Howard Darwin founded Knights

JONATHAN SHER, SUN MEDIA

, Last Updated: 9:55 AM ET

The driving force behind the creation of the London Knights has died.

Howard Darwin, who in 1968 named the major junior hockey team and held a contest to create its signature colours of green and gold, died yesterday morning at age 78 in Ottawa's Civic Hospital Heart Institute from complications of surgery.

Darwin rose from a tough neighbourhood in Ottawa and the high school dropout used grit and savy to forge business and sports legacies not only in his hometown, but in London.

Darwin was six years old when his father died and soon found ways to make his own fortune, selling rags, then newspapers, later opening a jewelry shop that became the hub of a growing financial empire.

With that wealth Darwin partnered in 1968 with a former Ottawa mayor and provincial minister to buy for $500,000 what was then the London Nationals, the London Gardens and surrounding land south of Hwy 401.

NHL teams had given up sponsoring junior hockey teams and the Toronto Maple Leafs severed connections with the Nationals.

Darwin said goodbye to the blue and white sweaters, holding a contest and the winning entry was green and gold.

He would become the Knights' longest-serving owner, although some would lament the lack of local ownership.

Darwin ran the franchise from Ottawa -- where he also owned the 67's.

He was a gentleman with street smarts, said Helen Jenner, who as manager of the Gardens was his right-hand woman, running the daily affairs of the Knights.

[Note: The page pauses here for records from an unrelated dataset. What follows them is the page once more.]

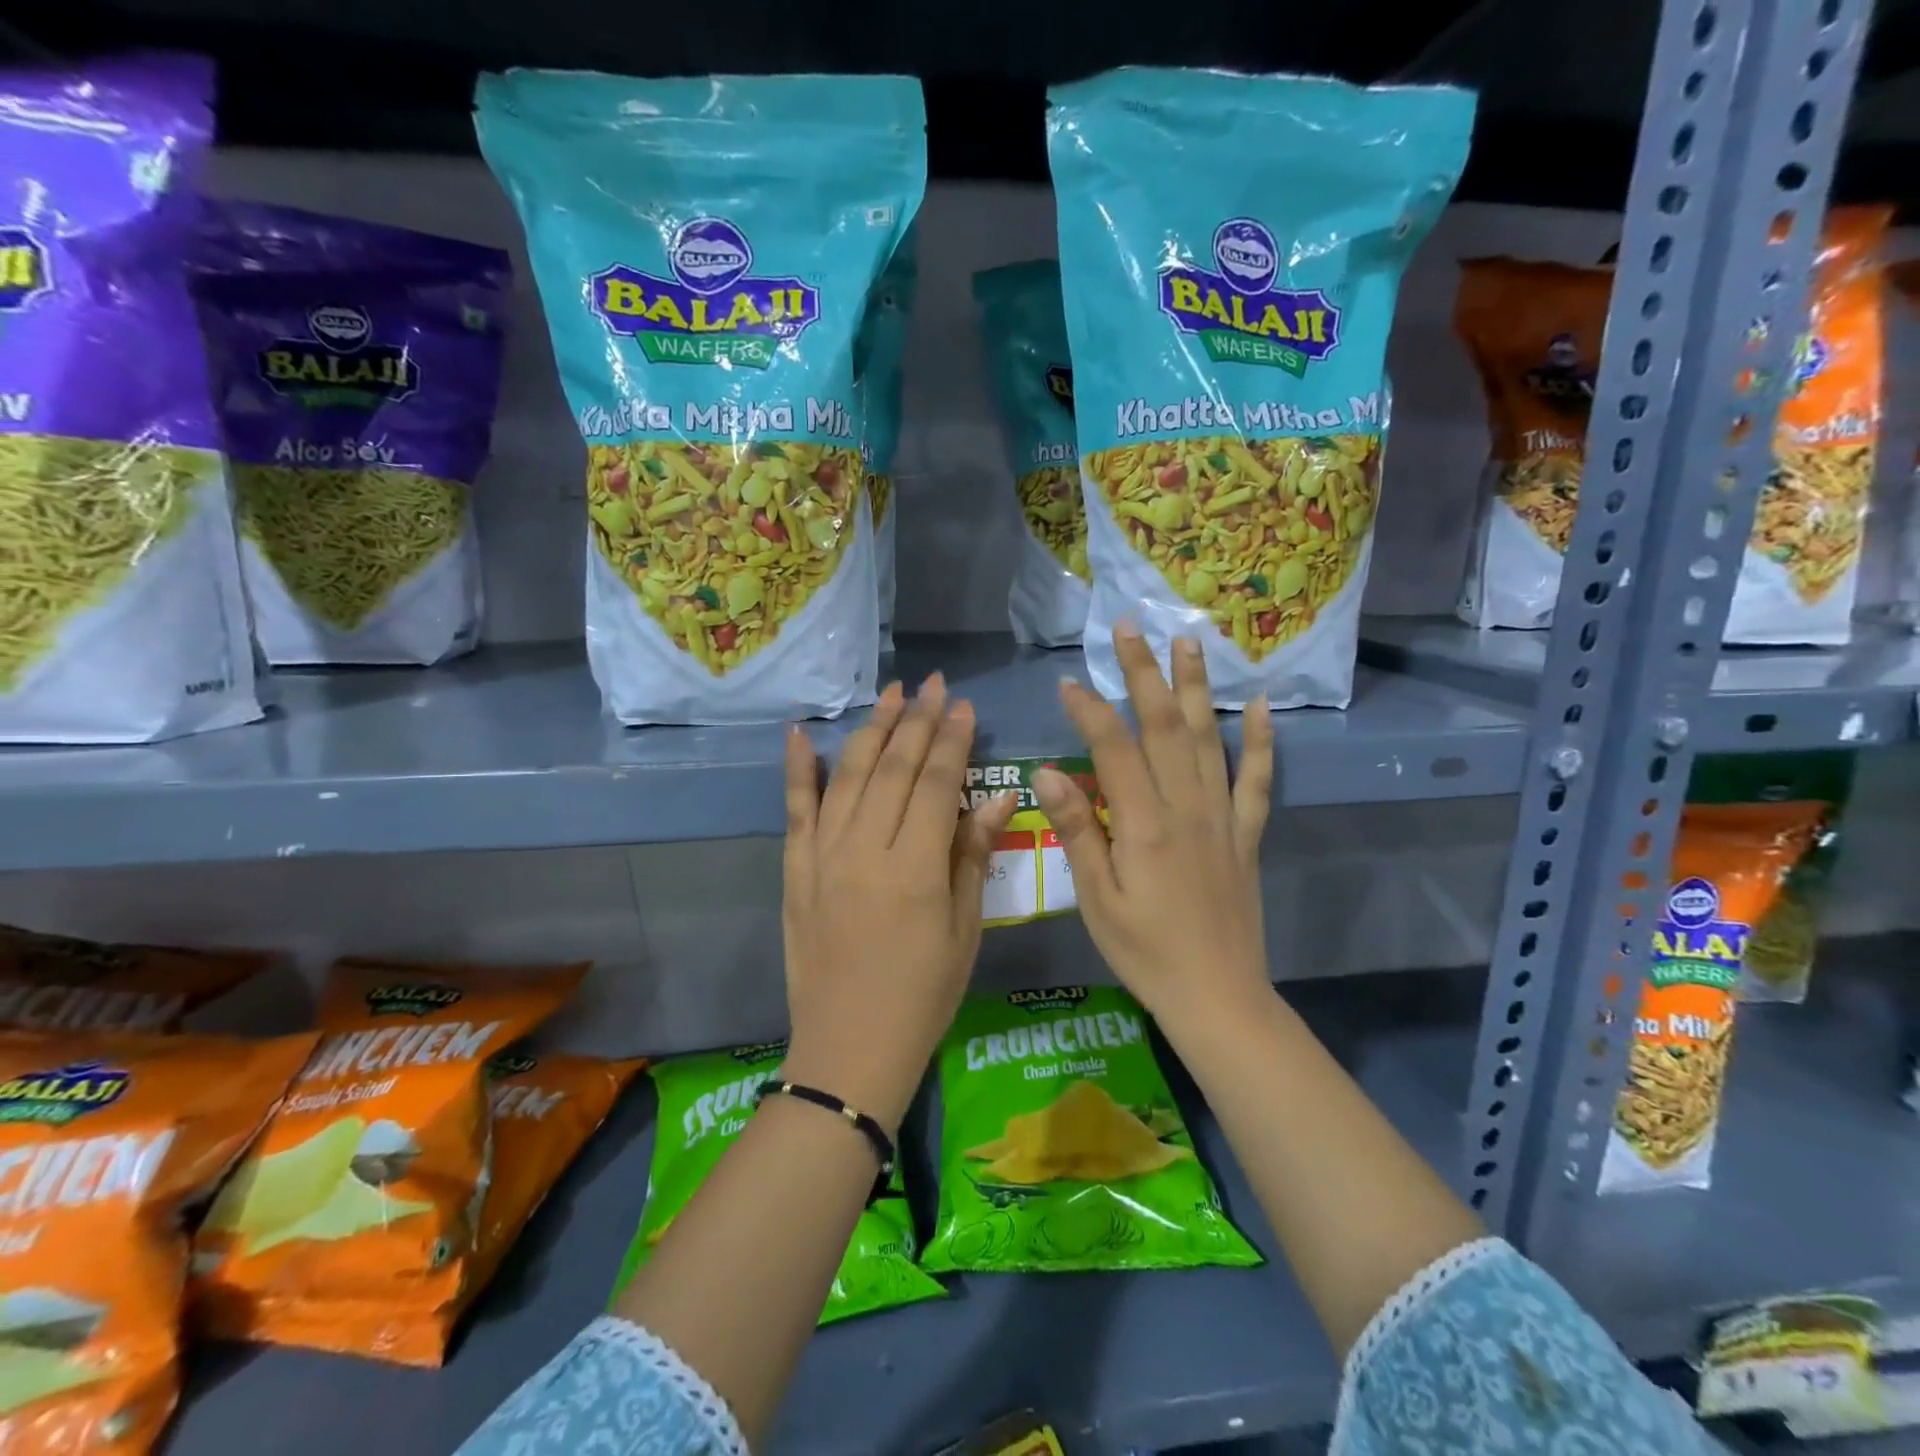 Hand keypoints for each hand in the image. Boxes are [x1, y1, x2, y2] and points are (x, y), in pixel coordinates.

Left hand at [780, 674, 1017, 1131]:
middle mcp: (864, 849)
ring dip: (870, 730)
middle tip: (933, 684)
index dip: (952, 740)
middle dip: (916, 721)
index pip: (935, 783)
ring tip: (890, 694)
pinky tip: (798, 733)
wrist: (849, 1048)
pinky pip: (794, 809)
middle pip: (892, 769)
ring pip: (847, 776)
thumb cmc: (923, 994)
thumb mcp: (964, 929)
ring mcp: (822, 856)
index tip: (963, 705)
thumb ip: (973, 855)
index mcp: (914, 868)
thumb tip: (997, 796)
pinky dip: (796, 769)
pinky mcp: (794, 869)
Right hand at [1033, 626, 1273, 1020]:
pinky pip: (1256, 780)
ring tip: (1188, 640)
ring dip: (1197, 686)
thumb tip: (1047, 772)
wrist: (1218, 997)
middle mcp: (1187, 808)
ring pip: (1210, 738)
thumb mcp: (1096, 899)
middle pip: (1166, 726)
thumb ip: (1077, 830)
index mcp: (1145, 825)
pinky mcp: (1246, 835)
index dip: (1090, 710)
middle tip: (1130, 628)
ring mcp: (1223, 818)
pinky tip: (1262, 705)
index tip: (1068, 681)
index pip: (1114, 748)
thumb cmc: (1145, 952)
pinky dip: (1261, 741)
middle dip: (1144, 673) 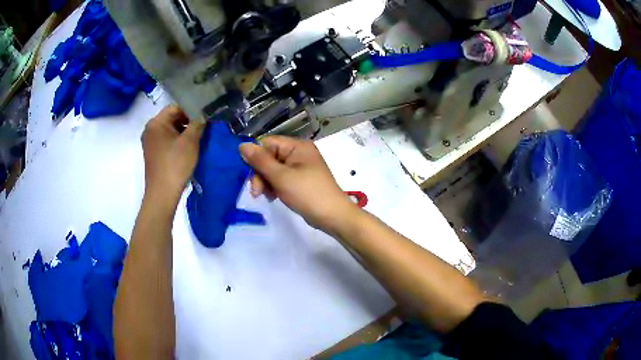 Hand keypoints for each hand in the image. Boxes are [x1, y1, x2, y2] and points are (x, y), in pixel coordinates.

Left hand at [142, 105, 204, 202]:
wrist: (162, 194)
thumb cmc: (175, 165)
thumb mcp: (190, 142)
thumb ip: (198, 123)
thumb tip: (203, 115)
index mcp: (156, 123)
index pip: (176, 107)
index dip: (192, 110)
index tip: (204, 118)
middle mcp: (150, 129)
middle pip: (172, 117)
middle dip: (188, 121)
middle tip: (203, 129)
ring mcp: (150, 141)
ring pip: (170, 129)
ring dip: (183, 132)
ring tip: (197, 139)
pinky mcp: (153, 152)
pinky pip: (166, 140)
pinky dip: (177, 141)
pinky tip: (187, 149)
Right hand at [239, 136, 359, 231]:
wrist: (332, 216)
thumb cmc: (307, 193)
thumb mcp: (281, 177)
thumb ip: (260, 161)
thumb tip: (242, 145)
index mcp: (297, 146)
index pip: (267, 143)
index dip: (256, 157)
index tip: (249, 174)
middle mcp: (299, 152)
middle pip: (269, 157)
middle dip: (260, 174)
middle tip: (256, 192)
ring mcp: (300, 167)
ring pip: (273, 169)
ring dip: (265, 182)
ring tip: (265, 196)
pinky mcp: (300, 180)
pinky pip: (281, 178)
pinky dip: (274, 186)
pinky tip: (272, 197) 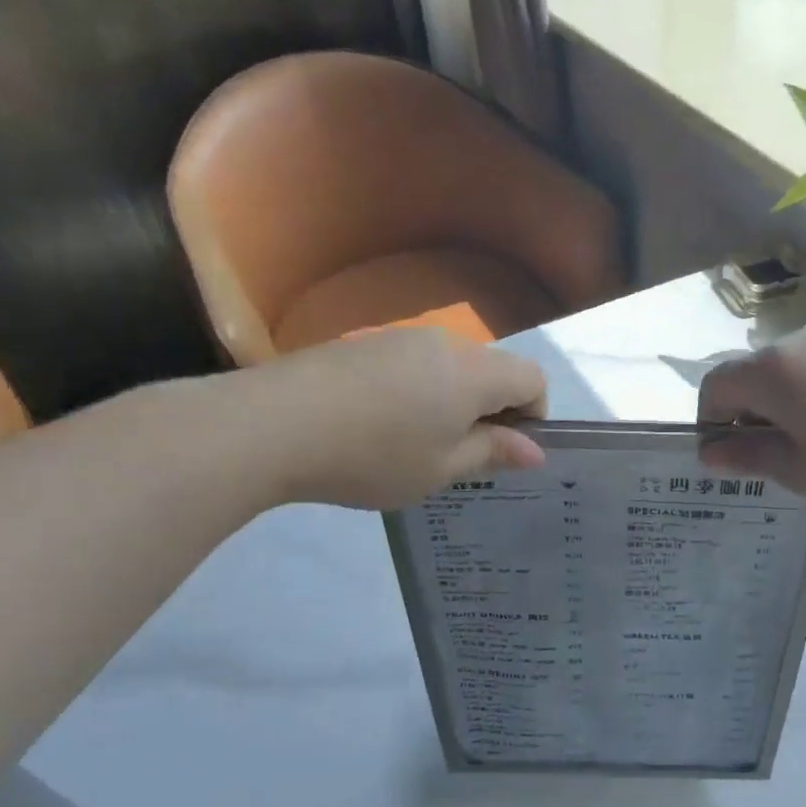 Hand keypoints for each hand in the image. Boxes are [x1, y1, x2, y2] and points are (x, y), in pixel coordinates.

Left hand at [225, 328, 547, 510]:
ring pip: (451, 366)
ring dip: (454, 399)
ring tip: (417, 442)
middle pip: (493, 369)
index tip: (507, 449)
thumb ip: (492, 453)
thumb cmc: (372, 456)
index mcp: (474, 374)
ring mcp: (401, 337)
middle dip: (493, 408)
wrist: (271, 425)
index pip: (533, 378)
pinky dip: (419, 390)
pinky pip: (414, 363)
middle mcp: (445, 343)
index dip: (534, 414)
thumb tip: (534, 451)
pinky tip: (380, 423)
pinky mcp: (364, 342)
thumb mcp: (440, 469)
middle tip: (462, 454)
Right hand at [697, 326, 805, 511]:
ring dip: (790, 405)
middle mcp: (799, 341)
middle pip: (754, 375)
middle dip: (753, 416)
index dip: (710, 422)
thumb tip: (711, 452)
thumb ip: (750, 458)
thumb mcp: (803, 472)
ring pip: (794, 370)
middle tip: (780, 461)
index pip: (715, 385)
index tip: (731, 459)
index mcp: (771, 370) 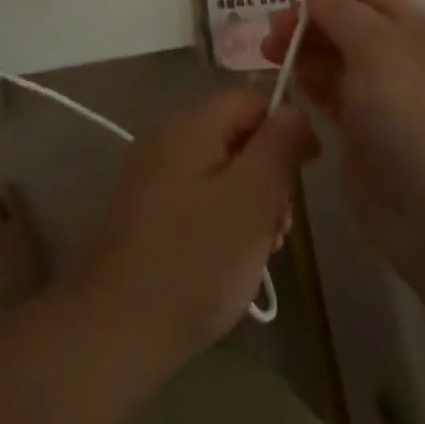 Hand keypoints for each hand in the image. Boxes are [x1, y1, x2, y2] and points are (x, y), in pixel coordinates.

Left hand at [74, 88, 317, 362]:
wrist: (116, 325)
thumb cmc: (196, 259)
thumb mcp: (253, 198)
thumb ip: (278, 146)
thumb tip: (293, 110)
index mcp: (190, 122)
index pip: (251, 98)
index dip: (287, 127)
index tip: (308, 173)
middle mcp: (166, 134)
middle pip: (235, 132)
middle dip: (268, 172)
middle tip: (279, 227)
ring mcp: (151, 171)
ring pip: (219, 167)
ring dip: (249, 200)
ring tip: (259, 249)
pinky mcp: (145, 206)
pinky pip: (197, 192)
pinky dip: (222, 215)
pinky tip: (229, 257)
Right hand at [260, 0, 424, 275]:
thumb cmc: (414, 116)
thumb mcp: (377, 49)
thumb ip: (340, 8)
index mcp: (417, 31)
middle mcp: (402, 60)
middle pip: (346, 25)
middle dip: (308, 19)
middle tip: (271, 29)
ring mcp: (384, 101)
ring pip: (335, 61)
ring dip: (303, 51)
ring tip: (269, 53)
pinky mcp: (365, 136)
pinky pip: (331, 96)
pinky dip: (309, 84)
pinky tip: (288, 83) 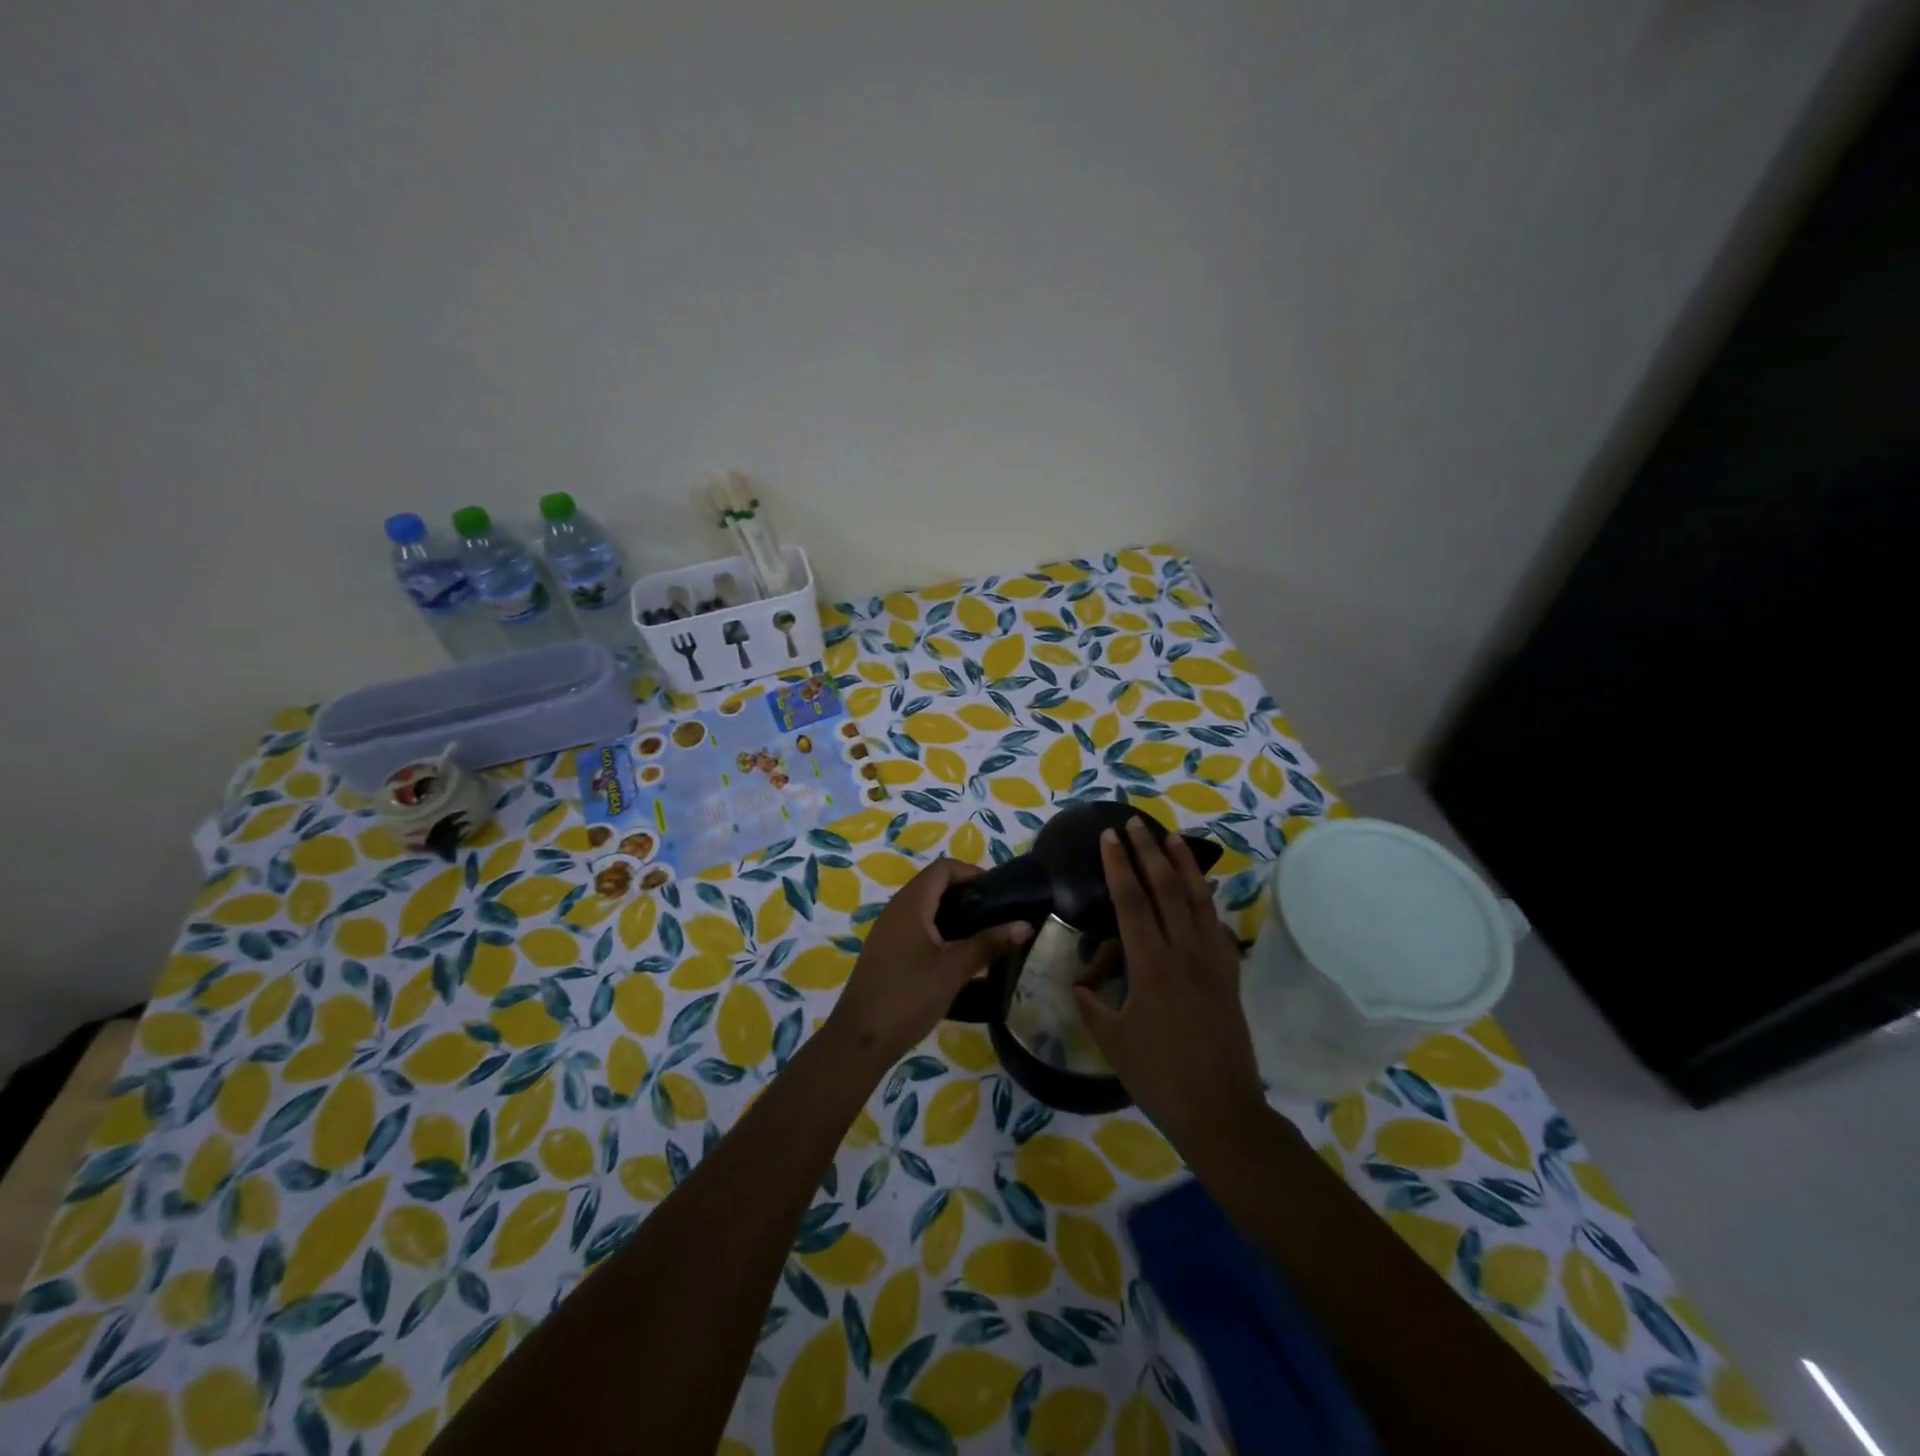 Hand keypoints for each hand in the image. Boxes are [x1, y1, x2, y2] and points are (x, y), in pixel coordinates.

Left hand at [828, 857, 1030, 1064]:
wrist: (860, 1039)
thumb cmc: (909, 996)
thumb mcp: (954, 969)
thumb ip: (989, 943)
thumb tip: (1025, 925)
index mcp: (910, 903)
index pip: (943, 868)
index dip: (972, 872)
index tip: (999, 892)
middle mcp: (896, 908)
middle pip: (934, 884)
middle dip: (966, 893)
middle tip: (996, 913)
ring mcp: (888, 930)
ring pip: (925, 907)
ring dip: (953, 913)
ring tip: (982, 933)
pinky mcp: (886, 951)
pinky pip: (916, 926)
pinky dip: (939, 929)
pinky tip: (956, 954)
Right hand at [1074, 818, 1264, 1156]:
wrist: (1220, 1110)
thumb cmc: (1158, 1076)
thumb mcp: (1111, 1040)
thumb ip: (1092, 1005)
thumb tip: (1081, 985)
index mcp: (1152, 964)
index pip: (1132, 901)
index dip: (1119, 865)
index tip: (1109, 835)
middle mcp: (1185, 952)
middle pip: (1166, 888)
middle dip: (1149, 851)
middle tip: (1135, 823)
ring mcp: (1213, 961)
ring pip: (1197, 900)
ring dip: (1183, 865)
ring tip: (1172, 837)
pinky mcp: (1229, 976)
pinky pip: (1216, 927)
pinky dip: (1204, 903)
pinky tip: (1199, 896) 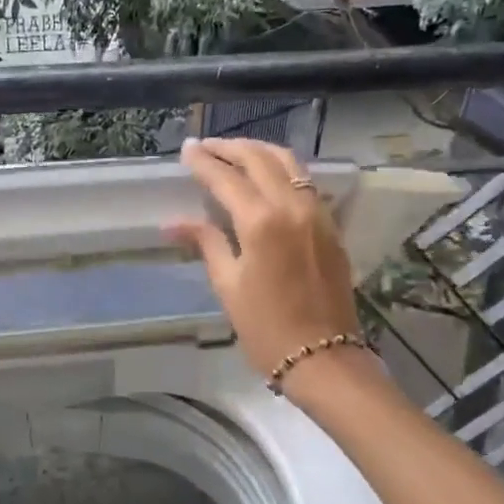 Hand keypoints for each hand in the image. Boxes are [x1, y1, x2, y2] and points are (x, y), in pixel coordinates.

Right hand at [167, 138, 372, 401]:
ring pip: (289, 164)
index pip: (226, 178)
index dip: (203, 161)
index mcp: (261, 222)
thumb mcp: (228, 285)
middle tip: (206, 146)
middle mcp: (292, 207)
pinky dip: (283, 170)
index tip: (186, 150)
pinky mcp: (331, 226)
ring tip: (236, 153)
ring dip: (260, 152)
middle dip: (231, 148)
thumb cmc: (266, 327)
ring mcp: (317, 213)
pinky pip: (305, 183)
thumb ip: (206, 243)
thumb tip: (173, 224)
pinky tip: (268, 178)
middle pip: (260, 159)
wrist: (323, 357)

Along the way Darwin survived a heart attack at age 48 that left him hospitalized for weeks and a clash with Alan Eagleson, who once called Darwin the most powerful operator in junior hockey.

"He did a lot for hockey. He didn't let anyone run him over," Jenner recalled.

The highlight of his tenure with the Knights was 1976-77, when the Knights went six games into the league final before bowing to his other team, the 67's.

Darwin sold the London arena and property in 1987 for about $2.1 million.

In Ottawa, Darwin also brought minor league baseball back, creating the now-defunct Lynx baseball franchise.